## TASK TO COMPLETE
Find each line of the entries with the string "tertiary", please, and copy it.

─── EXERCISE INPUTS

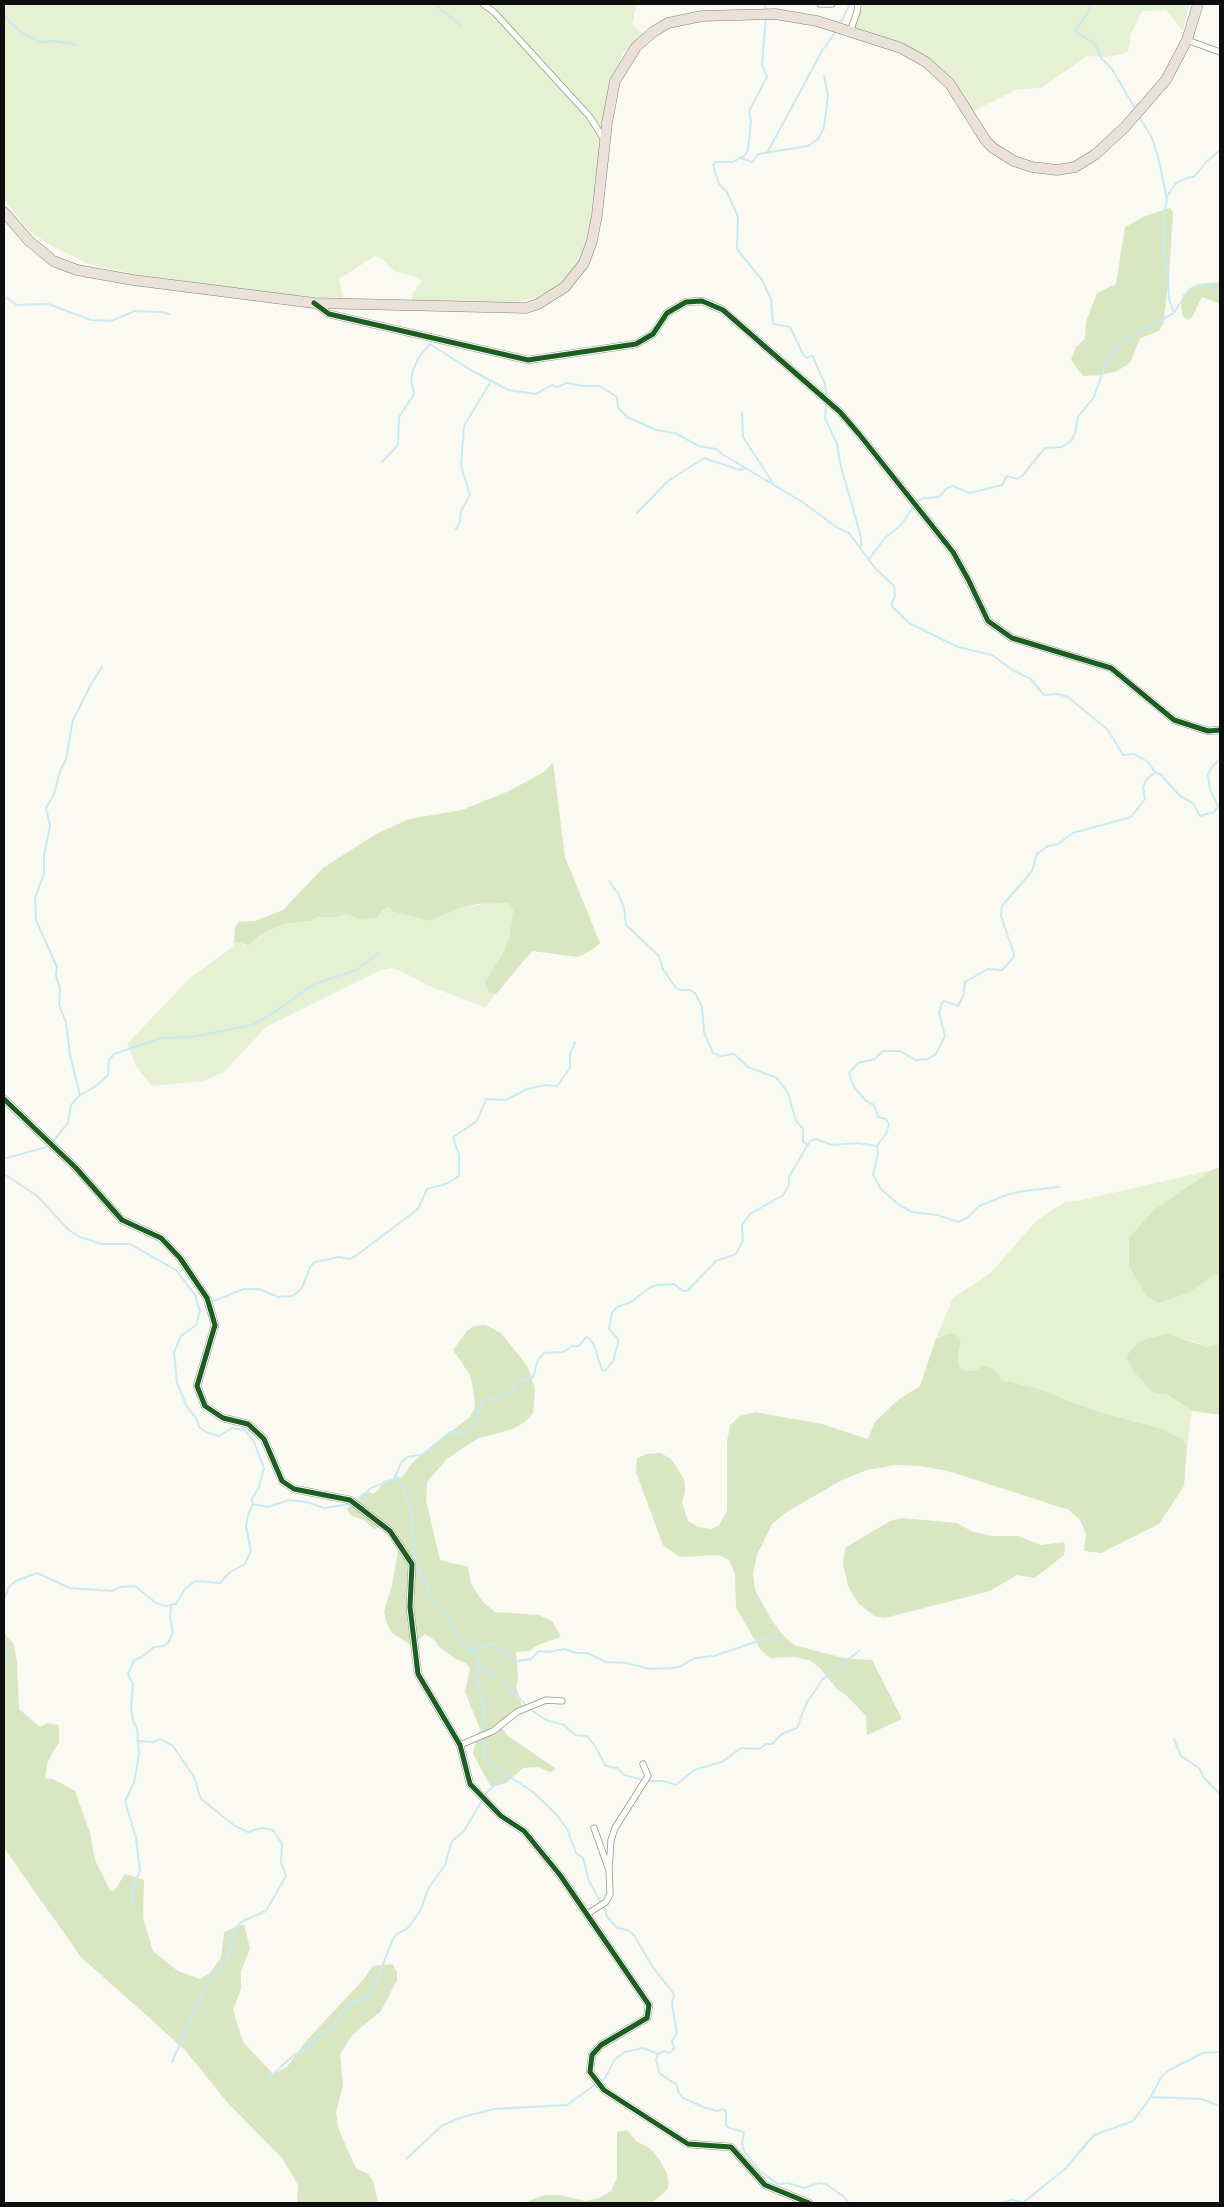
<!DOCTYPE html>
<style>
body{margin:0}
#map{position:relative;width:1224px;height:2207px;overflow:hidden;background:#faf9f2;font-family:"Source Serif 4",serif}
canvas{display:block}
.frame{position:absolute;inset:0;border:5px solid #0e0e0e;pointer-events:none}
</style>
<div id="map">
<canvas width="1224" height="2207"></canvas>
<div class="frame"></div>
</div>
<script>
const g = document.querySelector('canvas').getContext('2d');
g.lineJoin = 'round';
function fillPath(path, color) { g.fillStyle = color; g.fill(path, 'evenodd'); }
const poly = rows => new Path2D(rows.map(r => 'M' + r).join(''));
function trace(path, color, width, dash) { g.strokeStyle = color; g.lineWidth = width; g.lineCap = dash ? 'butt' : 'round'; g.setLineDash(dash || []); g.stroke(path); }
fillPath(poly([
 [4,4,637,4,632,24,644,35,623,53,610,80,603,118,600,188,595,235,571,275,552,290,537,297,505,305,411,304,413,293,422,281,416,277,394,271,384,260,375,256,339,279,343,298,284,295,134,274,89,264,48,244,27,229,4,199],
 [858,4,1189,4,1183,31,1166,10,1142,11,1131,34,1128,51,1122,54,1106,57,1087,56,1041,88,1018,89,973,111,953,82,934,62,854,28],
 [497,902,507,903,513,910,510,935,504,951,485,982,489,993,496,994,485,1007,434,988,401,971,392,968,381,970,266,1027,224,1072,203,1081,152,1086,137,1068,127,1044,190,978,233,947,234,942,244,945,257,939,263,933,284,924,310,921,317,917,336,917,347,914,356,916,389,907,394,912,430,921,459,908],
 [1212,1170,1155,1209,1187,1293,1212,1276,1220,1275,1220,1344,1207,1347,1184,1338,1152,1392,1168,1395,1192,1411,1187,1446,1182,1439,1160,1428,1102,1413,1067,1399,1001,1380,982,1366,974,1371,962,1370,959,1365,958,1356,961,1341,950,1333,936,1339,953,1298,991,1273,1035,1222,1052,1210,1065,1202,1082,1200]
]), '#e6f0d3');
fillPath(poly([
 [1170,208,1173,212,1172,227,1169,279,1163,324,1159,331,1140,338,1130,363,1117,371,1101,375,1083,376,1071,360,1076,347,1085,339,1086,322,1097,293,1116,284,1125,227,1145,216],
 [1220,282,1220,304,1202,297,1192,317,1188,320,1183,317,1181,307,1183,295,1190,288,1198,284],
 [553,762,565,857,600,943,592,950,578,957,532,951,496,994,489,993,485,982,504,951,510,935,513,910,507,903,477,904,459,908,430,921,394,912,388,907,382,910,377,917,362,920,347,914,336,917,317,917,310,921,284,924,263,933,249,945,234,942,235,927,239,922,255,921,283,910,323,868,376,834,409,819,462,810,509,791,544,772],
 [1220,1167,1220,1275,1212,1276,1188,1293,1158,1303,1146,1295,1129,1266,1129,1238,1155,1209,1212,1170],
 [485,1325,501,1333,528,1367,535,1389,533,1413,526,1421,513,1429,479,1438,466,1446,447,1459,427,1482,426,1500,440,1560,468,1567,471,1584,483,1602,495,1612,539,1615,552,1621,561,1637,538,1645,529,1651,516,1652,518,1679,516,1687,522,1706,501,1727,508,1736,556,1769,550,1772,539,1767,523,1768,506,1783,491,1787,473,1754,475,1743,482,1734,465,1692,470,1668,466,1663,457,1660,438,1646,434,1640,425,1634,415,1642,409,1644,392,1633,386,1622,384,1611,392,1586,399,1546,388,1526,374,1529,362,1519,351,1516,347,1509,362,1494,368,1492,373,1494,378,1491,383,1481,402,1477,414,1461,470,1417,475,1407,473,1388,470,1375,453,1350,467,1331,474,1326],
 [950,1333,959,1337,961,1341,958,1356,959,1365,962,1370,974,1371,982,1366,994,1369,1001,1380,1039,1389,1102,1413,1160,1428,1182,1439,1187,1446,1184,1486,1159,1524,1101,1553,1084,1551,1086,1534,1080,1520,1069,1510,948,1471,920,1466,895,1465,867,1470,842,1480,785,1513,772,1524,757,1555,753,1574,755,1590,771,1619,782,1634,794,1645,843,1658,872,1660,902,1719,867,1735,866,1716,847,1696,837,1689,820,1668,809,1660,795,1657,770,1658,761,1650,736,1608,735,1574,729,1560,718,1555,680,1557,663,1545,636,1472,637,1458,647,1454,661,1453,671,1459,684,1479,685,1491,682,1502,688,1521,698,1527,711,1529,719,1525,727,1511,727,1442,730,1425,740,1416,756,1412,771,1415,822,1424,868,1439,875,1422,898,1400,920,1386,936,1339],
 [1167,1334,1207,1347,1220,1344,1220,1415,1192,1411,1168,1395,1152,1392,1134,1371,1126,1357,1135,1346,1146,1339],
 [901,1518,957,1523,973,1532,993,1536,1018,1536,1041,1545,1064,1542,1065,1548,1064,1555,1035,1578,1017,1575,990,1591,885,1618,874,1616,858,1603,848,1586,843,1564,845,1548,890,1521],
 [4,1633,14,1645,17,1663,19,1709,40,1727,47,1723,59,1725,59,1742,47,1763,45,1778,53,1779,75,1791,90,1833,95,1860,110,1890,114,1891,125,1874,144,1880,143,1917,153,1951,178,1971,200,1979,210,1973,221,1958,224,1932,241,1925,244,1925,245,1927,250,1949,241,1971,241,1989,233,2010,243,2042,273,2074,287,2067,307,2040,364,1979,373,1966,392,1964,397,1972,397,1980,381,2011,352,2035,340,2055,343,2085,336,2113,338,2127,348,2151,356,2168,368,2174,373,2181,378,2203,297,2203,298,2185,282,2158,228,2103,184,2049,81,1957,4,1848],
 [627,2130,637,2142,650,2148,660,2160,667,2174,669,2186,666,2191,652,2203,524,2203,544,2195,560,2195,585,2201,599,2198,611,2191,617,2178,617,2132]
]), '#d8e7c1');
trace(poly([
 [434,4,461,25],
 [765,4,766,10],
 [1091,4,1087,14,1075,31,1095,44,1101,58,1112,69,1136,110],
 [4,16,18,30,38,42,55,41,77,45],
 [766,17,762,64,767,77,749,111,751,122,748,149,745,155,733,162,716,162,713,165,719,184,727,192,738,217,737,249,762,280,771,299,773,324,790,327,804,356,807,358,812,355,825,384,826,398],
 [840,24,850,4],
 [1139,116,1152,138,1158,157,1167,199,1163,218,1165,236,1163,250,1168,269,1169,299,1174,313],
 [767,153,822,51,837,30],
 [741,158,752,162,758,154,808,146,818,139,824,128,828,95,824,76],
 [1167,196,1176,183,1190,177,1194,177,1206,162,1220,150],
 [4,296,17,305,48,304,91,320,111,321,135,311,161,312,169,314],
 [826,403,825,418,837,444,840,463,861,537,861,546],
 [742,412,743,437,773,483],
 [382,462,398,445,399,417,414,394,411,379,413,370,419,357,430,344,469,369,508,390,536,394,552,385,557,387,567,383,585,386,600,386,617,397,618,407,627,417,656,430,675,433,699,446,716,449,722,454,804,503,836,527,849,533,875,568,894,586,895,596,891,605,909,623,958,647,992,655,1014,671,1031,679,1044,695,1057,694,1068,697,1108,730,1123,755,1134,754,1148,762,1155,772,1160,774,1180,796,1193,803,1200,816,1214,812,1220,804],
 [916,502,924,498,939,497,947,488,953,486,970,493,1002,485,1007,476,1017,479,1022,476,1045,448,1062,447,1072,440,1075,433,1078,417,1094,397,1105,365,1121,342,1174,313,1186,294,1196,286,1208,284,1220,294],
 [637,513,668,481,704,458,740,470,746,468],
 [456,529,460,521,461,511,470,495,461,466,464,426,491,381],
 [869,559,885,538,901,525,914,506],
 [1218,806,1210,789,1208,775,1212,767,1220,759],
 [609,881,618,893,624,908,626,925,659,956,663,969,675,987,680,990,690,990,695,993,702,1007,704,1032,713,1053,720,1056,734,1054,748,1067,777,1078,788,1093,796,1121,803,1129,803,1141,807,1145],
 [80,1095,70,1055,66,1022,59,1005,60,988,56,976,57,967,36,920,35,898,44,874,44,855,50,826,46,808,54,794,60,771,66,759,73,720,90,686,102,667],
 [54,1140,68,1123,71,1105,80,1095,96,1086,108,1075,109,1060,114,1054,161,1038,192,1037,252,1025,269,1016,314,984,356,970,379,953],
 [4,1159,46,1147],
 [4,1174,36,1195,69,1230,80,1237,102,1244,130,1244,176,1270,195,1295,200,1311,196,1325,181,1336,174,1352,177,1383,187,1407,196,1418,199,1427,206,1432,219,1436,232,1428,245,1430,254,1442,264,1468,259,1487,252,1499,253,1504,248,1515,246,1526,251,1551,245,1564,229,1573,220,1583,195,1581,185,1589,176,1604,166,1606,156,1603,135,1586,120,1587,112,1591,70,1588,37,1573,16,1581,9,1587,4,1599],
 [1059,1187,1017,1192,1004,1196,979,1206,967,1218,958,1222,938,1215,912,1212,899,1205,881,1189,873,1175,878,1155,877,1146,886,1134,889,1124,886,1119,878,1117,874,1105,866,1101,854,1087,849,1073,858,1063,875,1059,883,1051,900,1051,915,1060,928,1059,936,1054,945,1036,939,1013,942,1003,944,1001,958,1006,963,996,965,982,988,969,1002,970,1013,958,1014,954,1001,916,1002,906,1032,871,1037,854,1048,846,1058,844,1073,833,1131,817,1145,799,1143,787,1146,780,1155,772],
 [211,1302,244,1289,259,1289,278,1297,293,1296,302,1288,310,1267,315,1262,339,1257,350,1259,357,1255,418,1209,427,1189,446,1184,459,1176,459,1155,453,1137,477,1121,486,1099,506,1100,527,1089,545,1085,557,1086,570,1068,570,1054,575,1042],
 [397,1477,404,1490,412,1516,415,1561,434,1600,450,1621,458,1637,479,1660,477,1676,485,1715,480,1732,486,1761,533,1792,557,1815,567,1829,576,1853,583,1858,589,1881,605,1910,607,1917,617,1928,628,1930,634,1935,652,1966,674,1994,672,2005,677,2033,672,2041,674,2048,670,2053,664,2051,658,2054],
 [356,1501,371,1488,394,1479,401,1463,407,1457,422,1455,450,1432,464,1433,470,1430,483,1401,487,1398,497,1399,512,1393,516,1383,533,1377,538,1360,544,1353,563,1352,572,1346,579,1346,586,1337,589,1338,594,1345,602,1370,605,1371,613,1361,618,1344,618,1339,609,1329,612,1313,617,1307,631,1302,649,1288,657,1285,674,1284,683,1291,687,1291,716,1261,736,1254,743,1241,742,1225,750,1214,783,1195,789,1185,789,1177,810,1141,815,1139,833,1145,857,1143,877,1146],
 [253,1504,268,1507,289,1500,307,1502,324,1508,350,1504],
 [4,1632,7,1658,4,1664],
 [471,1650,494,1644,516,1661,531,1659,539,1651,549,1652,565,1649,576,1653,587,1653,606,1662,627,1663,650,1669,671,1668,679,1667,695,1658,714,1656,767,1638,781,1637],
 [479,1665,505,1683,526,1705],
 [530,1709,546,1720,564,1725,575,1735,587,1736,595,1746,606,1766,617,1768,624,1775,643,1780],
 [1174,1739,1181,1756,1199,1768,1205,1779,1220,1794],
 [137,1741,153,1742,160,1739,173,1746,194,1777,201,1799,235,1826,248,1832,262,1828,273,1830,282,1844,281,1862,286,1876,266,1911,241,1922,236,1928,227,1958,205,1988,172,2062],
 [647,1781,664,1781,676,1785,694,1770,722,1762,741,1748,759,1749,766,1744,772,1744,782,1734,797,1728,806,1704,822,1680,859,1651],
 [133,1907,133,1887,140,1871,136,1838,125,1801,134,1783,139,1754,137,1729,133,1721,131,1707,133,1684,128,1674,134,1660,142,1657,154,1647,164,1646,168,1643,173,1633,170,1618,171,1606],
 [658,2054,656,2060,660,2074,676,2084,679,2093,683,2098,703,2107,717,2111,722,2109,726,2111,726,2125,729,2128,744,2132,742,2143,744,2151,760,2171,778,2184,788,2183,804,2188,819,2183,826,2184,843,2196,848,2203],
 [269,2078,294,2055,306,2049,319,2035,332,2027,347,2005,366,1997,372,1992,393,1939,397,1934,408,1928,421,1910,428,1889,445,1865,452,1841,464,1831,487,1792,507,1775],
 [600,2082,605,2078,615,2059,625,2052,643,2048,658,2054],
 [1151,2097,1201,2099,1220,2106],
 [406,2159,443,2125,463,2117,494,2109,567,2105,596,2084],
 [1024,2202,1066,2168,1094,2135,1133,2121,1150,2098,1162,2076,1169,2070,1203,2053,1220,2052],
 [872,2203,873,2203],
 [1002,2203,1012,2200,1026,2203]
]), '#caeaf3', 2);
const minor = poly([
 [483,4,494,12,590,117,605,141],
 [820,4,832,4],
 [850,32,857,12,858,4],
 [1187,40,1220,52],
 [460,1745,493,1731,517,1712,546,1700,562,1701],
 [609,1870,611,1840,615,1828,648,1776,643,1764],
 [587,1914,606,1902,610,1894,609,1870,594,1828]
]);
const tertiary = poly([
 [314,303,329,314,528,360,636,344,653,334,667,313,686,302,702,301,723,310,840,412,859,434,953,552,968,579,988,621,1012,638,1111,668,1174,720,1208,731,1220,730],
 [4,1099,76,1168,122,1220,161,1238,180,1258,207,1298,215,1325,197,1386,205,1406,223,1418,248,1424,264,1439,282,1481,294,1489,350,1500,390,1531,412,1564,410,1607,418,1674,460,1745,470,1784,501,1816,524,1831,560,1875,649,2005,647,2018,601,2045,592,2055,590,2072,604,2090,688,2144,731,2147,765,2185,809,2203]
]);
const trunk = poly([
 [4,212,29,241,44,253,53,261,77,270,133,280,314,303,526,308,538,304,565,287,584,263,592,241,597,215,607,123,615,81,636,47,653,32,668,23,702,16,775,14,817,21,901,48,926,62,950,84,986,141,993,148,1014,161,1032,167,1057,170,1075,167,1096,154,1125,127,1166,80,1187,40,1198,4]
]);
trace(minor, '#949491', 7);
trace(tertiary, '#949491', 8);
trace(trunk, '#82817e', 11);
trace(minor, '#fefefd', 5.5);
trace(tertiary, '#fefefd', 7);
trace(trunk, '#eae2d8', 10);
trace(poly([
 [314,303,329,314,528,360,636,344,653,334,667,313,686,302,702,301,723,310,840,412,859,434,953,552,968,579,988,621,1012,638,1111,668,1174,720,1208,731,1220,730],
 [4,1099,76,1168,122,1220,161,1238,180,1258,207,1298,215,1325,197,1386,205,1406,223,1418,248,1424,264,1439,282,1481,294,1489,350,1500,390,1531,412,1564,410,1607,418,1674,460,1745,470,1784,501,1816,524,1831,560,1875,649,2005,647,2018,601,2045,592,2055,590,2072,604,2090,688,2144,731,2147,765,2185,809,2203]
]), '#1b5e20', 5);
</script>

──────

## RESPONSE TO THIS EXERCISE
const tertiary = poly([
trace(tertiary, '#949491', 8);
trace(tertiary, '#fefefd', 7);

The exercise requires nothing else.